Nous reprîmes notre chemin. Je jetai un nouveau coup d'œil furtif sur la ruelle et constatai que les garçons des docks nous guettaient déjà. A mon côté, maître Tozav se raidit en apercevant la bande de voyous indolents.

— C'est une épreuve pour lui, et aussi pour la famille, dit-il en effleurant des doigts la poignée de son poignard. Attendez, j'ai un caillou dans ma chaussure.

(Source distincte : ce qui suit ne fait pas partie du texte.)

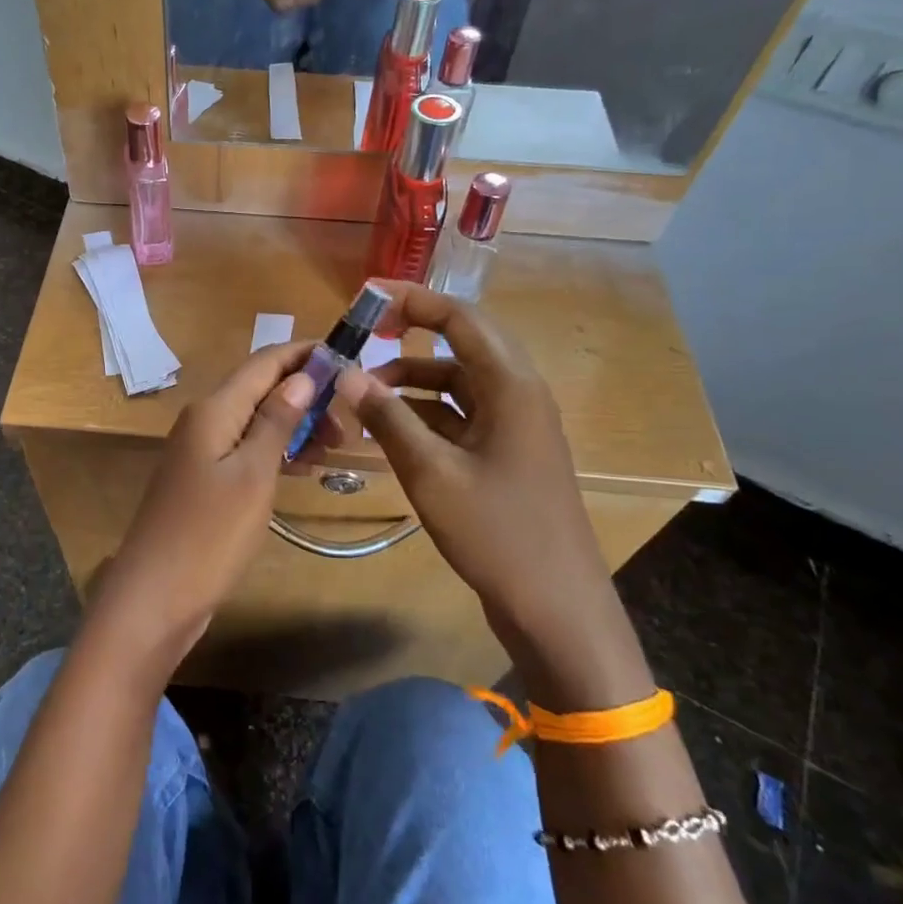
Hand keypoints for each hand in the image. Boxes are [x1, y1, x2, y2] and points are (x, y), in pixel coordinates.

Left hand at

Je me retournai et le regardai se baisser et introduire un doigt dans sa botte défraîchie.

— Vous êtes un malin, pas vrai? reprit-il à voix basse. Enfin, si vous voulez un garde du corps, vous feriez mieux de vous mettre de l'autre côté.

Son regard était impérieux, mais il n'avait pas l'air en colère. Je hochai la tête et me plaçai sur sa gauche.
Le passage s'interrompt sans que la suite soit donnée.